__TASK__. In the entries below, find the line containing "index dip: (514, 320)" and the line containing "ring dip: (1070, 948)". Copy those two lines and everything between them exactly, without the pictures.

** SOURCE INFORMATION follows **

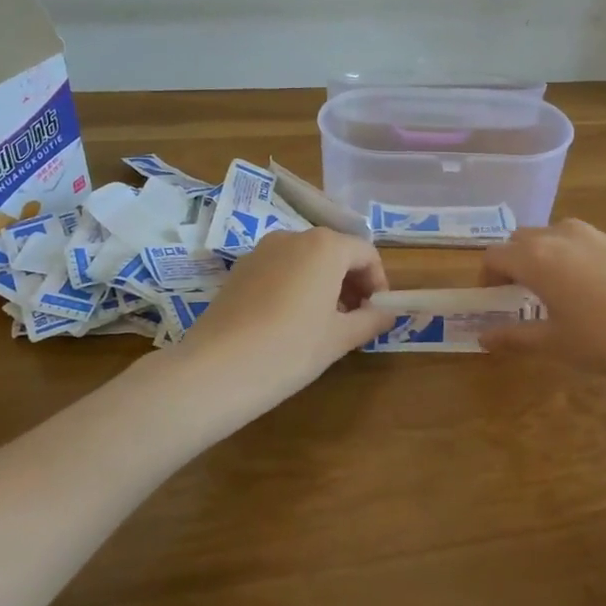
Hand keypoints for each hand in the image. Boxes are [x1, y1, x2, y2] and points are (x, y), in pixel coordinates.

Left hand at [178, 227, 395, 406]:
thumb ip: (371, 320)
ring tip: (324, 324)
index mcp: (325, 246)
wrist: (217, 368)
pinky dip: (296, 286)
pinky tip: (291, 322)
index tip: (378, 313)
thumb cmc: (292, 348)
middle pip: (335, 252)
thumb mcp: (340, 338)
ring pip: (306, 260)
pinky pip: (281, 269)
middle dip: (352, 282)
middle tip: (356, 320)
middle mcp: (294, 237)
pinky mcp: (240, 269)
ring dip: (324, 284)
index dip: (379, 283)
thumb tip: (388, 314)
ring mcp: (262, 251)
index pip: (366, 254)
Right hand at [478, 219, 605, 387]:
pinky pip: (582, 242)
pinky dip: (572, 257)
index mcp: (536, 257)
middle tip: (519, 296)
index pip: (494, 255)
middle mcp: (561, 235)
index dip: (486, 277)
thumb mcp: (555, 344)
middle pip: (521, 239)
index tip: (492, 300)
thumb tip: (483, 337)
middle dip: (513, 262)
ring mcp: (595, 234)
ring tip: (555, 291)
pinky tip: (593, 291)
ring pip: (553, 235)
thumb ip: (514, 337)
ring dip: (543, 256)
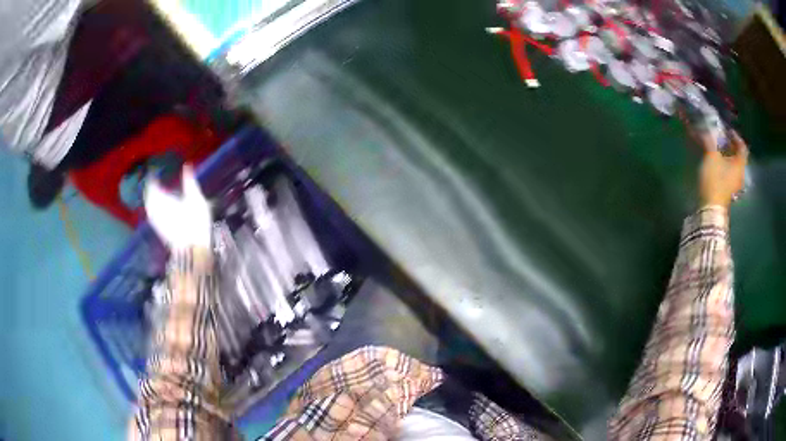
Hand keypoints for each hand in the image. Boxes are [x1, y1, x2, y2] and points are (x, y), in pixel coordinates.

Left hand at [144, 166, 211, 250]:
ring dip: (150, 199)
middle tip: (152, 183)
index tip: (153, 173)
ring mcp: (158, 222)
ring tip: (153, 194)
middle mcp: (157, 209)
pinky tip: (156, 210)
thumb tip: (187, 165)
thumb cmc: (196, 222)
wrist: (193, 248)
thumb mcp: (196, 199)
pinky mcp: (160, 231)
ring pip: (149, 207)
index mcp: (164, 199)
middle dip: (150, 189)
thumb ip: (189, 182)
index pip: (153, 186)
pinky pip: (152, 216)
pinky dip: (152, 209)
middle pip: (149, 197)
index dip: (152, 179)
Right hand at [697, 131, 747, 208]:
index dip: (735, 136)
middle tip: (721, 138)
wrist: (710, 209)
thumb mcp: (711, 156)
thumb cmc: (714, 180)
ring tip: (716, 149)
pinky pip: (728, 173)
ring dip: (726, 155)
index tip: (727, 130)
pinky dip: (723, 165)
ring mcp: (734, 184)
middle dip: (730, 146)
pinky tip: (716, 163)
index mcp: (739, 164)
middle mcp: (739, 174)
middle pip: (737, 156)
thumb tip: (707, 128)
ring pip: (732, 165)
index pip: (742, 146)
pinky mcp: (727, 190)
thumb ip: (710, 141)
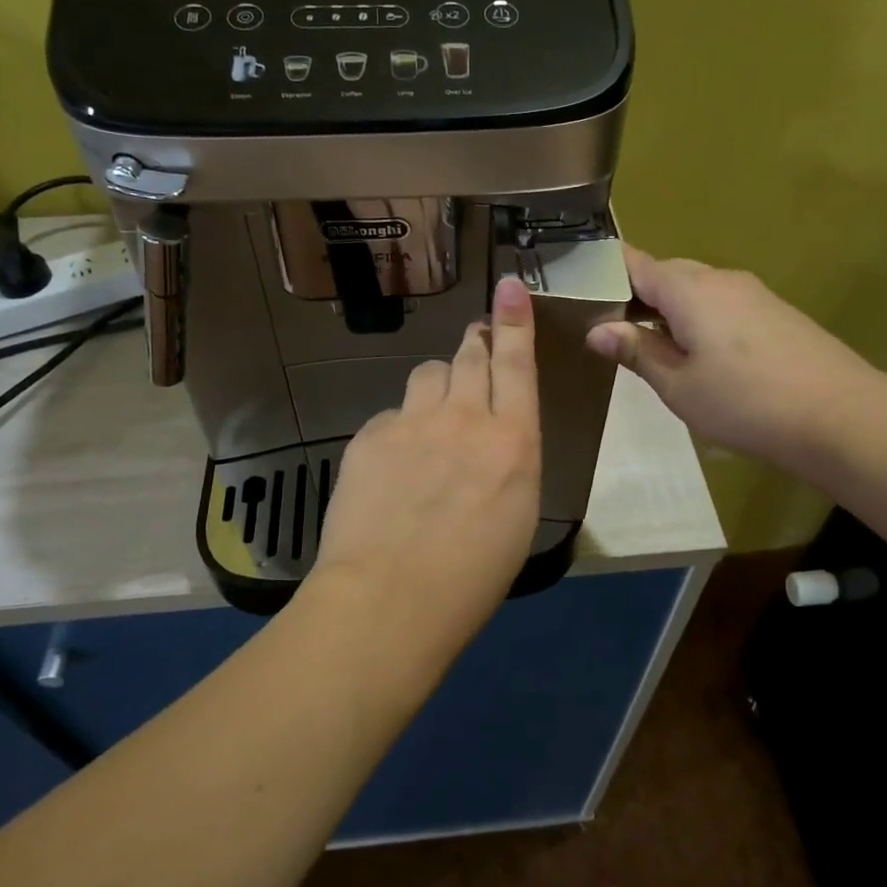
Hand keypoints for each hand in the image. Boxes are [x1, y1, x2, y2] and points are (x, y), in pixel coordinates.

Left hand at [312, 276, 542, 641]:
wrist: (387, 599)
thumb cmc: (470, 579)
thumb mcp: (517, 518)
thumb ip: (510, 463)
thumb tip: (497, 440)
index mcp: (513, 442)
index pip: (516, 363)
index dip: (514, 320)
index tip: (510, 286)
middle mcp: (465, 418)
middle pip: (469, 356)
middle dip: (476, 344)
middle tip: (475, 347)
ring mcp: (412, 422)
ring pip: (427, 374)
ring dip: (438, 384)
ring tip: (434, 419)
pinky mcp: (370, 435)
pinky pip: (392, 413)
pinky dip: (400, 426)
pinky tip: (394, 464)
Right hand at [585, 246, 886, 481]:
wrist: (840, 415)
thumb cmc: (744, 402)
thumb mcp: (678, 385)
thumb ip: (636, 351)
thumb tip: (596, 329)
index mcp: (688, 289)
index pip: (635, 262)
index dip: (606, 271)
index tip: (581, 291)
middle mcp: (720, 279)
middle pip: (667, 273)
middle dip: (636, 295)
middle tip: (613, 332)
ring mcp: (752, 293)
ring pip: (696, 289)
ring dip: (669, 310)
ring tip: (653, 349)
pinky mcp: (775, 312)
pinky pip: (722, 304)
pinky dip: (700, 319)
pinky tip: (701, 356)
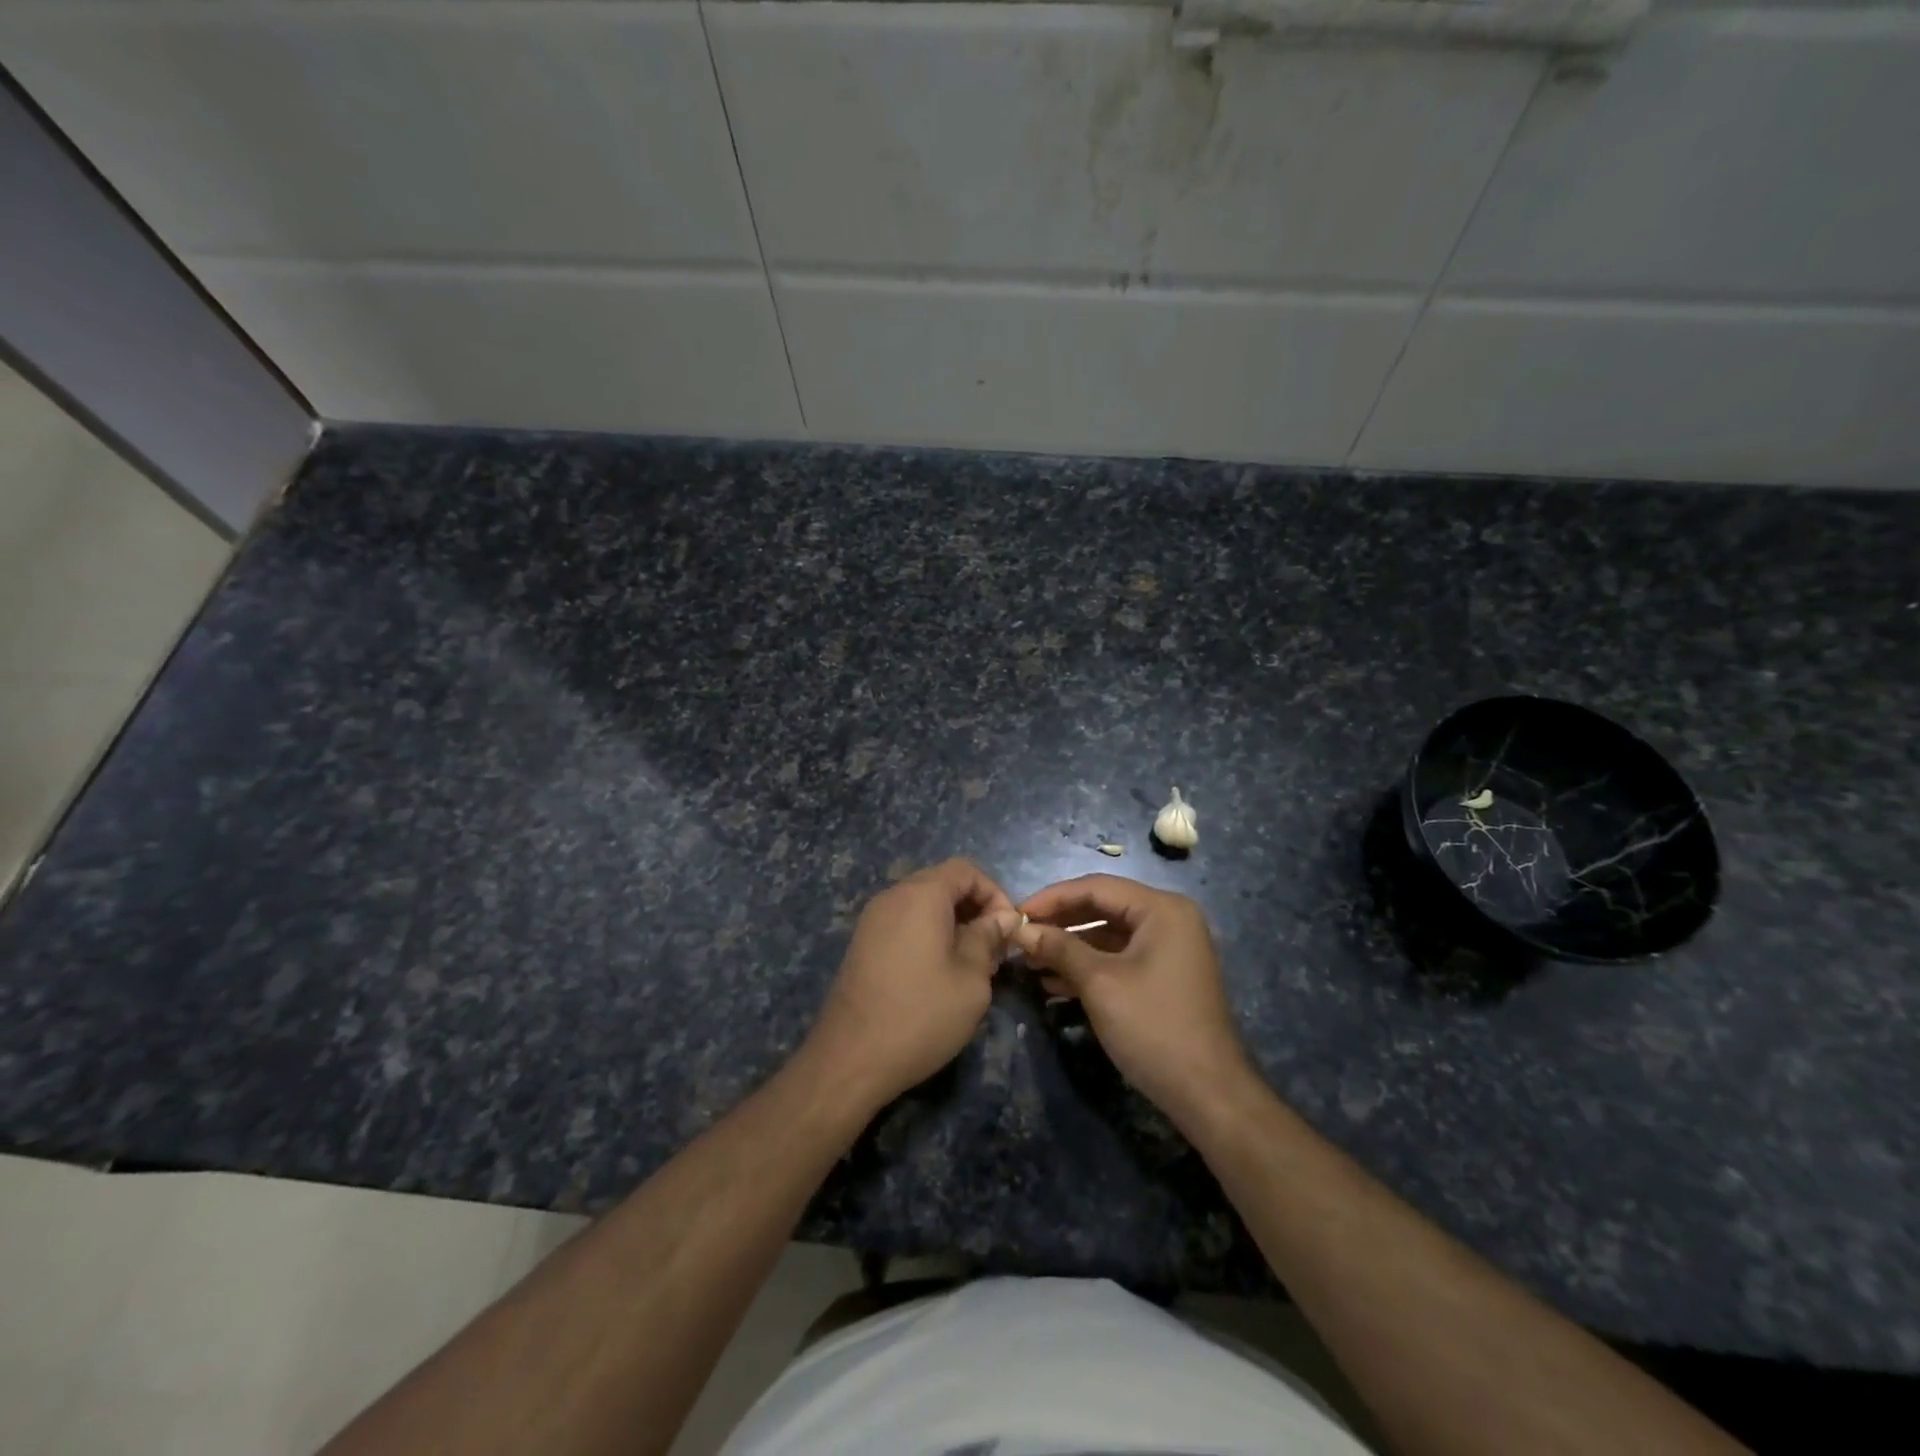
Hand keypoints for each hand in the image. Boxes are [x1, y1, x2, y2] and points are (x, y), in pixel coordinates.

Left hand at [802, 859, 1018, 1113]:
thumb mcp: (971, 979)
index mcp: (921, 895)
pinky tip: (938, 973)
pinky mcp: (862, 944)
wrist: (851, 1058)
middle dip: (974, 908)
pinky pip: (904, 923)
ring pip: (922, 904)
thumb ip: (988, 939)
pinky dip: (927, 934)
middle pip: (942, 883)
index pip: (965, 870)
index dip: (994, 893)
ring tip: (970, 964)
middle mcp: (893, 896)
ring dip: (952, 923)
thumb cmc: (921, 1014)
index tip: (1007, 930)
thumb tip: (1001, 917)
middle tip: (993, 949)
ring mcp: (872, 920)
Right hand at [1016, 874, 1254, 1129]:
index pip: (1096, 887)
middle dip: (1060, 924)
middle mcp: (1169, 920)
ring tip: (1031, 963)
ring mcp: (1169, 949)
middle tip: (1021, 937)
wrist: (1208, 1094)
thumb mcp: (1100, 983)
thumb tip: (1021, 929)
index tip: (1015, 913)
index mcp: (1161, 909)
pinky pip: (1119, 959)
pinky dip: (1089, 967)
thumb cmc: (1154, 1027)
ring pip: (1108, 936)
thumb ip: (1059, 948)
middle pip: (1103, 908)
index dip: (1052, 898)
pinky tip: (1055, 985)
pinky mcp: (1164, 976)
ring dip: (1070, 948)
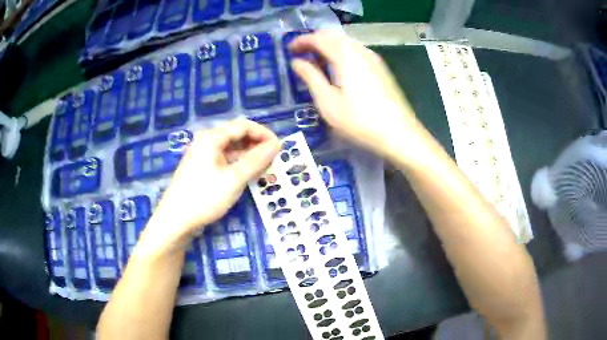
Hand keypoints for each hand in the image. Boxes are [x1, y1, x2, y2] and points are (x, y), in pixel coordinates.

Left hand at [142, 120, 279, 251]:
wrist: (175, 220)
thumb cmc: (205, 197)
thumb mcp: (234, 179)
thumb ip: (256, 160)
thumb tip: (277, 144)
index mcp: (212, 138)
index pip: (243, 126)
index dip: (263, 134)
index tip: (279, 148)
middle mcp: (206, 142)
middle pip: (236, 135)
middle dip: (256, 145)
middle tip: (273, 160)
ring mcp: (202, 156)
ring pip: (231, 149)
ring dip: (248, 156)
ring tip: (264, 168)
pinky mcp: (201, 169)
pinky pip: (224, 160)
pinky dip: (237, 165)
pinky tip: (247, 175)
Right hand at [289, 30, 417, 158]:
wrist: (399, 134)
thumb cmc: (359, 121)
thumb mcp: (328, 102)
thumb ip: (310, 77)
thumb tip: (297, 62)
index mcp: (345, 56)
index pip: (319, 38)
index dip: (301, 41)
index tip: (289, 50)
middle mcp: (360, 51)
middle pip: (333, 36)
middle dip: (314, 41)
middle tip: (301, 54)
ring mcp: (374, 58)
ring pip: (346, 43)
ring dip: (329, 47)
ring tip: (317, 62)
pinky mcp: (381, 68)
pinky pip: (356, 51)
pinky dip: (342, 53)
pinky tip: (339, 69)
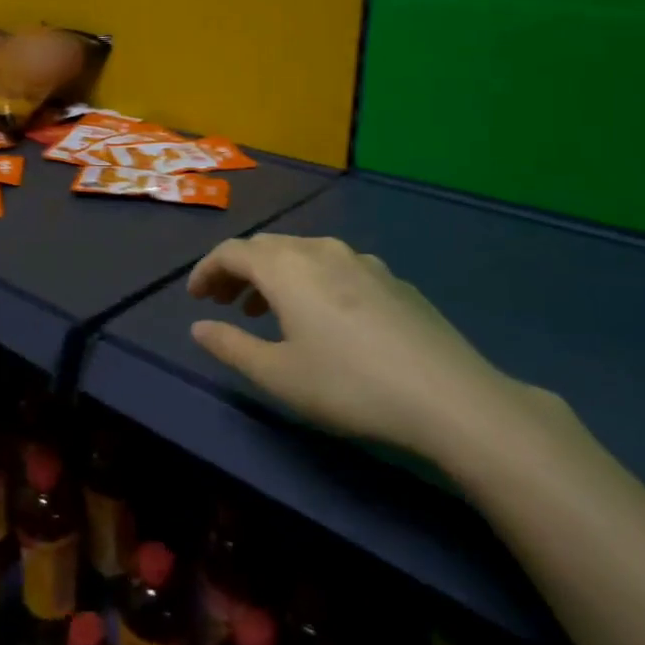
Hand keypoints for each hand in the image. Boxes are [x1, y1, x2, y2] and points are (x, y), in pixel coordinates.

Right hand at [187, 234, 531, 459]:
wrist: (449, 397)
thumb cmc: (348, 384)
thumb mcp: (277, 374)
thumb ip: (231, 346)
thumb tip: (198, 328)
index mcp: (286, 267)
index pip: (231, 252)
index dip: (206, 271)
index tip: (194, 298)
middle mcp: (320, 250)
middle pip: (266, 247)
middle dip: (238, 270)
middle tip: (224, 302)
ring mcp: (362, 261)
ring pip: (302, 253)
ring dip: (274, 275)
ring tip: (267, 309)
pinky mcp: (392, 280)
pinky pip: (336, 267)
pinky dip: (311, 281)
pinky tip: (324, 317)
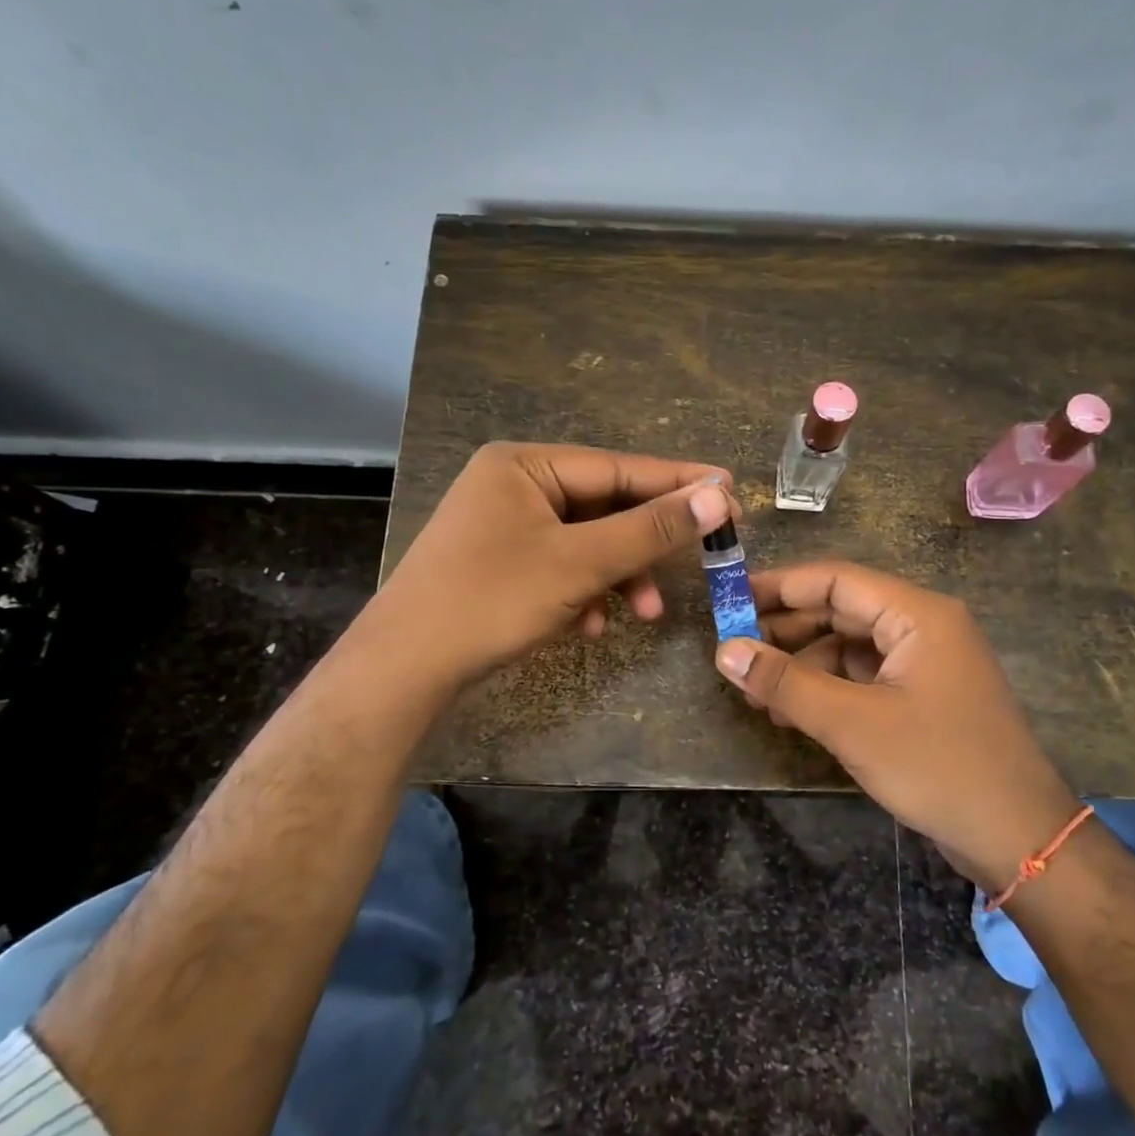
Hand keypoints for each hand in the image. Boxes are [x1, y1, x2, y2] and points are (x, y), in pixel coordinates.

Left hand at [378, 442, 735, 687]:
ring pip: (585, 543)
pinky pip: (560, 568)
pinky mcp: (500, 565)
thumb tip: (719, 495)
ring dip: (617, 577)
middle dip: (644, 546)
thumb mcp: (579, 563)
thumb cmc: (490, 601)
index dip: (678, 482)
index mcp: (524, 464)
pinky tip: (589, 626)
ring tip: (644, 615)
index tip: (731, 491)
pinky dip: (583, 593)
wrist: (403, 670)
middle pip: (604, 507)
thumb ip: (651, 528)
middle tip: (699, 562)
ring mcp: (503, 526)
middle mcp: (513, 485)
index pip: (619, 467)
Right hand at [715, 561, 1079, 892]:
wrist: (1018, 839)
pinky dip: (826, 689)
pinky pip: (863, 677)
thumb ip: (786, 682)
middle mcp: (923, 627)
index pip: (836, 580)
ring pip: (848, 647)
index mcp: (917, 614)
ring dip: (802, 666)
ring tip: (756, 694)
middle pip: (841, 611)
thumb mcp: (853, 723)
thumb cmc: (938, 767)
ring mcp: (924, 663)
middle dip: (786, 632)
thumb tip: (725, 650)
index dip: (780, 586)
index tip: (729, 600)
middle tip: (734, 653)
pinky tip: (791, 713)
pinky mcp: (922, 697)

** End of SOURCE INFORMATION **

__FINAL ANSWER__.
index dip: (514, 320)
index tip: (510, 286)
middle mcp: (465, 418)
middle pip: (469, 356)
middle dip: (476, 344)
middle tip: (475, 347)
ring mcp: (412, 422)
ring pip: (427, 374)
ring dip: (438, 384)
ring tip: (434, 419)
pinky mcp: (370, 435)
pinky pip: (392, 413)
pinky dip: (400, 426)
pinky tip: (394, 464)
Right hand at [585, 246, 886, 481]:
wrist: (840, 415)
thumb cmc: (744, 402)
thumb mcp: (678, 385)
thumb ip: (636, 351)
thumb tip: (596, 329)
index mcp: (688, 289)
index pip: (635, 262)
index dip: (606, 271)
index tip: (581, 291)
middle mcp: (720, 279)
middle pip: (667, 273)
middle dip: (636, 295)
middle tip: (613, 332)
ring mcp: (752, 293)
ring pip: (696, 289)
ring dip: (669, 310)
ring tip: (653, 349)
pinky mcp: (775, 312)
pinky pip: (722, 304)
pinky dip: (700, 319)
pinky tip: (701, 356)
Hand keypoints for each hand in the image. Boxes are [x1, y1, x2, y2] and points are (x, y), in pixel coordinates.

Left hand at [802, 859, 1018, 1113]:
thumb mcp: (971, 979)
index mcp: (921, 895)
pinky tip: (938, 973)
pinky mcp: (862, 944)
wrist: (851, 1058)
middle dip: (974, 908)
pinky pip: (904, 923)
ring pip: (922, 904)
thumb ip: (988, 939)
pinky dip: (927, 934)
middle pip: (942, 883)
index pip: (965, 870)
index dip: (994, 893)
ring tip: (970, 964)
middle mcp: (893, 896)
ring dip: (952, 923)
thumb cmc: (921, 1014)
index tip: (1007, 930)
thumb tip: (1001, 917)
middle tip: (993, 949)
ring mcp: (872, 920)
Right hand at [1016, 874, 1254, 1129]:
index pip: (1096, 887)
middle dip: (1060, 924)
middle mcp: (1169, 920)
ring tip: (1031, 963)
ring mcp: (1169, 949)
middle tip: (1021, 937)
wrist: (1208, 1094)
thumb mcp: (1100, 983)
thumb tip: (1021, 929)
index tip: (1015, 913)
index mcp: (1161, 909)
pinky pip: (1119, 959)
pinky dip: (1089, 967)
thumb cmc: (1154, 1027)
ring pip: (1108, 936)
thumb ip: (1059, 948)
middle pip: (1103, 908)
index dip: (1052, 898)
pinky tip: (1055, 985)
pinky mcp: (1164, 976)
ring dip: (1070, 948)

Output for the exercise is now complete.